2. Change the antigen under the action of complement. This phase is most often traced by the naked eye. If the visual reaction is not visible, then use an additional indicator system that allows you to identify changes.

Indicator system

This reaction is based on the binding of the complement. In the test tube, an hour after RSK is set to add purified branches and hemolytic serum that does not contain complement. If a unrelated complement remained in the test tube, it will join the AG-AT complex formed between branch cells and hemolynsine, and causes them dissolution. This will mean that RSK is negative. If the erythrocytes remained integer, then, accordingly, the reaction is positive.

Hemagglutination reaction (RGA)

There are two fundamentally different hemagglutination reactions. One of them is serological, it is used to determine blood groups. In this case, red blood cells interact with antibodies.

And the second reaction does not relate to serological, since the red blood tales react with hemagglutinins produced by viruses. Since each pathogen acts only on specific erythrocytes (chicken, lamb, monkey), then this reaction is narrowly specialized.

Understand the positive reaction or negative, it is possible by the location of blood cells at the bottom of the test tube. If their drawing resembles an inverted umbrella, then the desired virus is present in the patient's blood. And if all the erythrocytes have liked the mint of the column, then there are no desired pathogens.

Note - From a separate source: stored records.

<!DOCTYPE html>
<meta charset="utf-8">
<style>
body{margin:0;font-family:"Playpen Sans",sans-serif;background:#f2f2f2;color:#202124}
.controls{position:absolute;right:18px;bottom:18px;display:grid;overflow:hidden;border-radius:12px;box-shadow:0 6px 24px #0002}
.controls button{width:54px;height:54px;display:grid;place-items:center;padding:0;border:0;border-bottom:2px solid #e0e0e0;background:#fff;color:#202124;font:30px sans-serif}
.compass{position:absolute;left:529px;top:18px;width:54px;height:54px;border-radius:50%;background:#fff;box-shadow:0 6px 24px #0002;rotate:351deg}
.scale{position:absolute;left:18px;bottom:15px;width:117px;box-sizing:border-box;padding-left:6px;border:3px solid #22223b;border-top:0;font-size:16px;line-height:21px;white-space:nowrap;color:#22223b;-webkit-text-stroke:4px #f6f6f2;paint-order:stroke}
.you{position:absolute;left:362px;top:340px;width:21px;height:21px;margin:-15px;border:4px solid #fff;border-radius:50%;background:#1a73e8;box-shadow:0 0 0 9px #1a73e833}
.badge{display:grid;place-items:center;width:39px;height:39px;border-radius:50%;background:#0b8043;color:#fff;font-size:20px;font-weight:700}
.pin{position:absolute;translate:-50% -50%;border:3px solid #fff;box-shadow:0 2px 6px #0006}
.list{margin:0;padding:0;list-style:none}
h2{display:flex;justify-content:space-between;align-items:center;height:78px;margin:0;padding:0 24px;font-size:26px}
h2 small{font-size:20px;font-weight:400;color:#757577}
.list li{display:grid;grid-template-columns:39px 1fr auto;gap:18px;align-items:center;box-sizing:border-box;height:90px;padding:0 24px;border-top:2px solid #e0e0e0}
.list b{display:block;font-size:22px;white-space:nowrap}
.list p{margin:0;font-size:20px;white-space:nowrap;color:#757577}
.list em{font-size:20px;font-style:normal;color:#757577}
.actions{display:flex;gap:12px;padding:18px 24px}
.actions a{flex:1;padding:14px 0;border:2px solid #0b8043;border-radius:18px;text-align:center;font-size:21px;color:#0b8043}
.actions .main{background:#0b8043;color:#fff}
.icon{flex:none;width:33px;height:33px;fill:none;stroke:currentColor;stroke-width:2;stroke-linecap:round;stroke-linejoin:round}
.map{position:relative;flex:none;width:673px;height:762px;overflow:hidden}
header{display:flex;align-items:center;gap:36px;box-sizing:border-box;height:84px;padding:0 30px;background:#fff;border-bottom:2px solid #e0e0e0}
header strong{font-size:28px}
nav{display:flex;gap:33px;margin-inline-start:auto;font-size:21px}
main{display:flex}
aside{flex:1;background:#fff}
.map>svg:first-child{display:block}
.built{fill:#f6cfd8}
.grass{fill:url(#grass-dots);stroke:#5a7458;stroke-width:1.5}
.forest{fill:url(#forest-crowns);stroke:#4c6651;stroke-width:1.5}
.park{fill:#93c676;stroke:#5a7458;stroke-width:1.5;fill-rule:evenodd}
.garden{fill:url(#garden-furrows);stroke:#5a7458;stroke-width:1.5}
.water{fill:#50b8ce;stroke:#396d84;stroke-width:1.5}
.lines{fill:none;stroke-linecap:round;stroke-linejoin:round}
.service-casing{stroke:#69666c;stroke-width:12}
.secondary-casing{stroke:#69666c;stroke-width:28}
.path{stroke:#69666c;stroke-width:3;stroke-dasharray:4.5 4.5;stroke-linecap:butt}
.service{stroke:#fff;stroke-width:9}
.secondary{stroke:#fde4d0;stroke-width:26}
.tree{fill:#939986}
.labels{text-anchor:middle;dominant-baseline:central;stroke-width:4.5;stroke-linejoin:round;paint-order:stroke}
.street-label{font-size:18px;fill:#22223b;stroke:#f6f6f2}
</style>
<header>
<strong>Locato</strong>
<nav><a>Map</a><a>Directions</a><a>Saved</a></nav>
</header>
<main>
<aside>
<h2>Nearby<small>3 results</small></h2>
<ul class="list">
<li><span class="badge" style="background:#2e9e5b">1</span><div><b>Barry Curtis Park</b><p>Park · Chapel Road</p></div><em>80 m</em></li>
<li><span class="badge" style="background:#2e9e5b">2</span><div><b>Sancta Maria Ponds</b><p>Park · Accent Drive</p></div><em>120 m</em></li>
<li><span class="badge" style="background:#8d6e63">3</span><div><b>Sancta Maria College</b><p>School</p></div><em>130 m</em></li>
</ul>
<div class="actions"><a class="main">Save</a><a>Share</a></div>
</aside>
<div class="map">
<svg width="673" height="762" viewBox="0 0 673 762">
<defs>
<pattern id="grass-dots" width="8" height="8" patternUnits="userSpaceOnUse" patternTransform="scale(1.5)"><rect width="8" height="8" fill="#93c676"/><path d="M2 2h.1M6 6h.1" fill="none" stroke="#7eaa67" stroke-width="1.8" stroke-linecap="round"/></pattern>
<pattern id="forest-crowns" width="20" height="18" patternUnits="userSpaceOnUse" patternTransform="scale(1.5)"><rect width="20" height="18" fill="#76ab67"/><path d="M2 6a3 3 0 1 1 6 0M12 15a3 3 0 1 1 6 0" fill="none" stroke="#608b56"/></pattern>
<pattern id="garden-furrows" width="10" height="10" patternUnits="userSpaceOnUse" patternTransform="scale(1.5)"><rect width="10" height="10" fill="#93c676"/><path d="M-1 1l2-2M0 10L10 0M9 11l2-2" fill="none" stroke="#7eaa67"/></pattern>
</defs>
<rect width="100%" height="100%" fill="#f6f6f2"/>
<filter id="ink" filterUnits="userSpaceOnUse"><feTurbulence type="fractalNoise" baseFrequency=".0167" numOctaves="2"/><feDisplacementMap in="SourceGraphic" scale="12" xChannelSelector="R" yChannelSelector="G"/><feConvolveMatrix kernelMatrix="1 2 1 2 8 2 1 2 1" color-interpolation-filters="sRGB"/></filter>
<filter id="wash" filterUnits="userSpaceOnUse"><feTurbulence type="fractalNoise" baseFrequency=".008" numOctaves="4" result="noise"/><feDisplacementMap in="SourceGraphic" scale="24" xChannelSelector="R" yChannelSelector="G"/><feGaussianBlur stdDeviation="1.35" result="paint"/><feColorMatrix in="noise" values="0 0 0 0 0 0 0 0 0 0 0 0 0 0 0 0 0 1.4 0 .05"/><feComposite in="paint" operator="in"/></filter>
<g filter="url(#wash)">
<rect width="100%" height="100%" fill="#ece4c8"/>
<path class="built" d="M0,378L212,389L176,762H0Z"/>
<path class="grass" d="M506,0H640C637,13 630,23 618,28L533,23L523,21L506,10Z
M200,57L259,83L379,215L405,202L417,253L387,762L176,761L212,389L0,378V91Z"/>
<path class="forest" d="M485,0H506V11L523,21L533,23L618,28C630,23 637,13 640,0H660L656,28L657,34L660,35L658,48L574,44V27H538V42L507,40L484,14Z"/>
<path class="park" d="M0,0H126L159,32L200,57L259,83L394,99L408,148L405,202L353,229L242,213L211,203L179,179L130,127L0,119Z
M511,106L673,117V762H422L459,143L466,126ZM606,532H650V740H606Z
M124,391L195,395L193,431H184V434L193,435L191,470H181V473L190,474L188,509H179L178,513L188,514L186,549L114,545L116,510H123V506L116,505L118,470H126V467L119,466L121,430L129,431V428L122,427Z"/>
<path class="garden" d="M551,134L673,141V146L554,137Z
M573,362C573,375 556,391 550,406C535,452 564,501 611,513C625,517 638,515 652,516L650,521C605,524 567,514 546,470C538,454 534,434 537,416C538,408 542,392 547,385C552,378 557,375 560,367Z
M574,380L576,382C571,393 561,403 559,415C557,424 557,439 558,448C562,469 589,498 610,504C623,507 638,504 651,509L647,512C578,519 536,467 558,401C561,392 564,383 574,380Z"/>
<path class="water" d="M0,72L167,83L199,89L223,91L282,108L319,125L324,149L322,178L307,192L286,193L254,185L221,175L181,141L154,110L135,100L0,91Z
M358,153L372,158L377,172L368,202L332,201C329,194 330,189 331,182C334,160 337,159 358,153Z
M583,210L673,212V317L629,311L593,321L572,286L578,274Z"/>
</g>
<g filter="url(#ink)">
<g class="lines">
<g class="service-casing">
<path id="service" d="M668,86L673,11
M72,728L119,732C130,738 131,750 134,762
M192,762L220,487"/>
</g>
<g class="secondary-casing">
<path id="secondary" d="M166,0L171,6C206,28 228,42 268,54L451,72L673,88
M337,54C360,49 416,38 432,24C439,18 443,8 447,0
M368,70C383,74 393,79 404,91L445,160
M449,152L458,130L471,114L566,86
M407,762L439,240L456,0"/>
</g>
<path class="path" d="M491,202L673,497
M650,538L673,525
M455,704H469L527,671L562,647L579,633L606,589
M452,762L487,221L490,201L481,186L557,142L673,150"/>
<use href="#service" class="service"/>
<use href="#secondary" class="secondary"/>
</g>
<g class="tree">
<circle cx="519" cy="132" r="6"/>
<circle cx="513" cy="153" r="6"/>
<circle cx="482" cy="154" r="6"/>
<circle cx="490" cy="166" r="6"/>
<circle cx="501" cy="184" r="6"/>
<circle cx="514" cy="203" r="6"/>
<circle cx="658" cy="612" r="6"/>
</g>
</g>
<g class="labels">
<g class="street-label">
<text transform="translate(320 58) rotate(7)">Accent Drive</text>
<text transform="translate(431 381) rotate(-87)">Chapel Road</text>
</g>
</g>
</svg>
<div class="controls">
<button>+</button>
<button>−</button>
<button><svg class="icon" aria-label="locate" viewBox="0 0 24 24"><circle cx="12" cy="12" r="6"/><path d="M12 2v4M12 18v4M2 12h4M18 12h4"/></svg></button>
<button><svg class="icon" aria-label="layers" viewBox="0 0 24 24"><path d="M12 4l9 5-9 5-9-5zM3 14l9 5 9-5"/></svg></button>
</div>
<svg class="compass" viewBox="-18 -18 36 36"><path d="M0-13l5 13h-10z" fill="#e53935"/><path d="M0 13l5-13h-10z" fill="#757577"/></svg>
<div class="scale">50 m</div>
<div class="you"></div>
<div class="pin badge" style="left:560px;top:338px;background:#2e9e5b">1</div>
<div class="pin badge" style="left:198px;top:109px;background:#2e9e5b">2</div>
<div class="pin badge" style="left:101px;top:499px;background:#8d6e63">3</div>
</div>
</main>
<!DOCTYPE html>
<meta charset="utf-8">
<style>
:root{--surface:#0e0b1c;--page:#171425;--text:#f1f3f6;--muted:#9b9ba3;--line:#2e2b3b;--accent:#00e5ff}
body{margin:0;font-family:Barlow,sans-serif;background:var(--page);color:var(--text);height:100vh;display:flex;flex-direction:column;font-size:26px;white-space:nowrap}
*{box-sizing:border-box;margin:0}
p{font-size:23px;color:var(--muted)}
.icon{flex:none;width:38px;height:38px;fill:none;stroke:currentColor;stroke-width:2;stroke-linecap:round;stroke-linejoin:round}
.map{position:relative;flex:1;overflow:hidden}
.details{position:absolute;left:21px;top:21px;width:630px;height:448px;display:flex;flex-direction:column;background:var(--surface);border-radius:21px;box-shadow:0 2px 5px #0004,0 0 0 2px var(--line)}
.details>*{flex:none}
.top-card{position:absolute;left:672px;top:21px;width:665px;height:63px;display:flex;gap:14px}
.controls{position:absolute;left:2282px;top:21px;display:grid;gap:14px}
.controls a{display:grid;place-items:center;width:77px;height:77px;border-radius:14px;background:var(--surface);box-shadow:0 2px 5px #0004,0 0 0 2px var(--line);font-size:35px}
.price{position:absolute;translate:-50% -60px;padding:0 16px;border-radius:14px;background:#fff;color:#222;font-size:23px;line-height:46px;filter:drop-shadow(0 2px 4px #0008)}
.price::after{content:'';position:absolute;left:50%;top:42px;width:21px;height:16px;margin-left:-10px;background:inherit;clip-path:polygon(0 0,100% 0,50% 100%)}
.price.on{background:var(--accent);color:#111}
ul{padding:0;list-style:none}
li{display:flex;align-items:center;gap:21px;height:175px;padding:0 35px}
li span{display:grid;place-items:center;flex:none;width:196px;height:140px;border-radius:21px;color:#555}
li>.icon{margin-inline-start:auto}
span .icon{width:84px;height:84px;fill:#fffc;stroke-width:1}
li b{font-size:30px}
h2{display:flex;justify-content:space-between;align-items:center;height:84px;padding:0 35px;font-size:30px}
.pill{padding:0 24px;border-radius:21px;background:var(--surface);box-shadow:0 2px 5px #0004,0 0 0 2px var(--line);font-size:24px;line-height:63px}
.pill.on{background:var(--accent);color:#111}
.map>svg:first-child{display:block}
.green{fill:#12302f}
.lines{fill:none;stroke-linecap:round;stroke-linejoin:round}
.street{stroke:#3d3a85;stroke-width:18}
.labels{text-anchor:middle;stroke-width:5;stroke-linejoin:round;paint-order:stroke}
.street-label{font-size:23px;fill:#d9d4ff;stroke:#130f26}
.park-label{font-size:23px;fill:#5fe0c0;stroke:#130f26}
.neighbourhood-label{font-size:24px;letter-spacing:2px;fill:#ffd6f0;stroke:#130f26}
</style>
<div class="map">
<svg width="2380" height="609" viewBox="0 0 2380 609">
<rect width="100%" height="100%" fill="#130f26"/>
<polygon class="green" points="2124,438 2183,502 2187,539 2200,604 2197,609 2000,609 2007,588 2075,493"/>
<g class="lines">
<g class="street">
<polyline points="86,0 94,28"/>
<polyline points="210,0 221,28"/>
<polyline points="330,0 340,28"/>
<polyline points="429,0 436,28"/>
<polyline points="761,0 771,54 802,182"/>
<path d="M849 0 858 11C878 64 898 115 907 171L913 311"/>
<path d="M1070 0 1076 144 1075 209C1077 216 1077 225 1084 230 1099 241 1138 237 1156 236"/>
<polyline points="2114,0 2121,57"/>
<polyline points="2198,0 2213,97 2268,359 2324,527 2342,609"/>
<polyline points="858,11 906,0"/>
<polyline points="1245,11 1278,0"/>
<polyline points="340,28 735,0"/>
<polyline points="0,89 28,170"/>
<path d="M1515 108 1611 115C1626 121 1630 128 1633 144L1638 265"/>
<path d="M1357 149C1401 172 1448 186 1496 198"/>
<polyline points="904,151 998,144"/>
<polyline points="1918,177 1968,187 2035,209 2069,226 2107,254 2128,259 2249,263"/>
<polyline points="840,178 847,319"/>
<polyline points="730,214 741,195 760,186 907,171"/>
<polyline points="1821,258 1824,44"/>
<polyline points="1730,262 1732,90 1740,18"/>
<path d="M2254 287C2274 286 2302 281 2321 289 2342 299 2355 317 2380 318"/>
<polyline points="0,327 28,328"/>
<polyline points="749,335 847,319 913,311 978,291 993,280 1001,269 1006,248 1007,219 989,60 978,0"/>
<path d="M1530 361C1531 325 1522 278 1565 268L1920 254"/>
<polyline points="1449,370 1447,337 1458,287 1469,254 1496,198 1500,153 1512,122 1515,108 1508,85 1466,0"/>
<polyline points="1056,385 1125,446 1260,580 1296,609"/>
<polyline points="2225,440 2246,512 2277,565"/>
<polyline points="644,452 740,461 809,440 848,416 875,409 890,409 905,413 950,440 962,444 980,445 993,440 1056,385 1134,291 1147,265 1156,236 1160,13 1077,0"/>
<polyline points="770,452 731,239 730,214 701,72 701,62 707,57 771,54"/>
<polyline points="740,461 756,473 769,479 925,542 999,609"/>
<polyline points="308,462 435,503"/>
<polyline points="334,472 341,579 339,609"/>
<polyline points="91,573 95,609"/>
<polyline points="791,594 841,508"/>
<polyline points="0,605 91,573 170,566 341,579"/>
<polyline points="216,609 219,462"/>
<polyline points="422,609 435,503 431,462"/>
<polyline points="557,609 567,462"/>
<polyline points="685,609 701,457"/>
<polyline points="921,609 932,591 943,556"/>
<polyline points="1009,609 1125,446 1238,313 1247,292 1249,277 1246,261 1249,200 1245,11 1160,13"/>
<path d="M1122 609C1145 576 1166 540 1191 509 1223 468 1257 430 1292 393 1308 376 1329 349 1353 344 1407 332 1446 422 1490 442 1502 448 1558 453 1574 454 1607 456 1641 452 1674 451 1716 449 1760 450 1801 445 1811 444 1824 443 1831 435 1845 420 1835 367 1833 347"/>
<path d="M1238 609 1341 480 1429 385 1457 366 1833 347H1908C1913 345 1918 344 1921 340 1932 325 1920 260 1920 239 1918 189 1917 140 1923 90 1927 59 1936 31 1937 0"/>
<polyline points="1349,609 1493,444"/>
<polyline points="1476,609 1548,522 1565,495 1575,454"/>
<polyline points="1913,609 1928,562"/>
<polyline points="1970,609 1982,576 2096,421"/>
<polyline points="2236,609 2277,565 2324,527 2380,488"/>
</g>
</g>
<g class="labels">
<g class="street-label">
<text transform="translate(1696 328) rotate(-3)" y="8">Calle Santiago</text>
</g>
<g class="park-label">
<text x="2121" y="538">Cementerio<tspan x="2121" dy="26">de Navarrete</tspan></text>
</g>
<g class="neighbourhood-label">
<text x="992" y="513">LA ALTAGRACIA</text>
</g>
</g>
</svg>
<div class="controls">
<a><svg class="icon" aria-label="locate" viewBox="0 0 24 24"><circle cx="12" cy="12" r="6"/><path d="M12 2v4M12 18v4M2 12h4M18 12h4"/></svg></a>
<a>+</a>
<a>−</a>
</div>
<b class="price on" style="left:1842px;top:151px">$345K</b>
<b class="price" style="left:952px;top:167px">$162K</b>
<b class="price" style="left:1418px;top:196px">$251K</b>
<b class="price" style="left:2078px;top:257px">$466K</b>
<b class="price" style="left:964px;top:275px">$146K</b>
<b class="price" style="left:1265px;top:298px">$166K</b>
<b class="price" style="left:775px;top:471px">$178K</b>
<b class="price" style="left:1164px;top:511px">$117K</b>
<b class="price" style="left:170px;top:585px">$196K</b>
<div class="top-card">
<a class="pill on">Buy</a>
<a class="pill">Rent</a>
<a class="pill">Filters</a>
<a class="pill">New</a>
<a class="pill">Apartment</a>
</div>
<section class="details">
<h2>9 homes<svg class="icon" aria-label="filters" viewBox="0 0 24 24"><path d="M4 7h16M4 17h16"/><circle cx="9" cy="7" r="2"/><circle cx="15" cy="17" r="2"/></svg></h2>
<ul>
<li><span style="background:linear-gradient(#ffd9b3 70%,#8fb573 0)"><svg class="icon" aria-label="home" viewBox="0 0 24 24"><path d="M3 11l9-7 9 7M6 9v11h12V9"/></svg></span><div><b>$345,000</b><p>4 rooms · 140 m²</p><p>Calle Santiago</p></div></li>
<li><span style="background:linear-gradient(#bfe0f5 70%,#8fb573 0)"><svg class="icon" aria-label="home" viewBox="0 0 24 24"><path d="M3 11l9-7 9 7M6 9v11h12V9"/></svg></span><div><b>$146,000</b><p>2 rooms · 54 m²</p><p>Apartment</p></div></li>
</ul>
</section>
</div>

Gemagglutination braking reaction (RTHA)

This is a highly specific reaction that allows you to establish the type of virus type or the presence of specific antibodies in the patient's blood serum.

Its essence is that antibodies added to the test tube with the material under study, prevent the deposition of antigens on red blood cells, thereby stopping hemagglutination. This is a qualitative sign of the presence of specific antigens in the blood to a specific desired virus.

Immunofluorescence reaction (reef)

The reaction is based on the ability to identify the complexes of AG-AT with after their treatment with fluorochromic dyes. This method is easy to appeal, does not require the release of pure culture and takes little time. It is indispensable for rapid diagnosis of infectious diseases.

In practice, these serological reactions are divided into two types: straight and indirect.

Direct reef is produced with an antigen, which is pre-treated with fluorescent serum. And the indirect is that at first the drug is treated with the usual diagnosticum containing antigens to the desired antibodies, and then fluorescent serum is re-applied, which is specific to the proteins of the AG-AT complex, and microbial cells become visible during microscopy.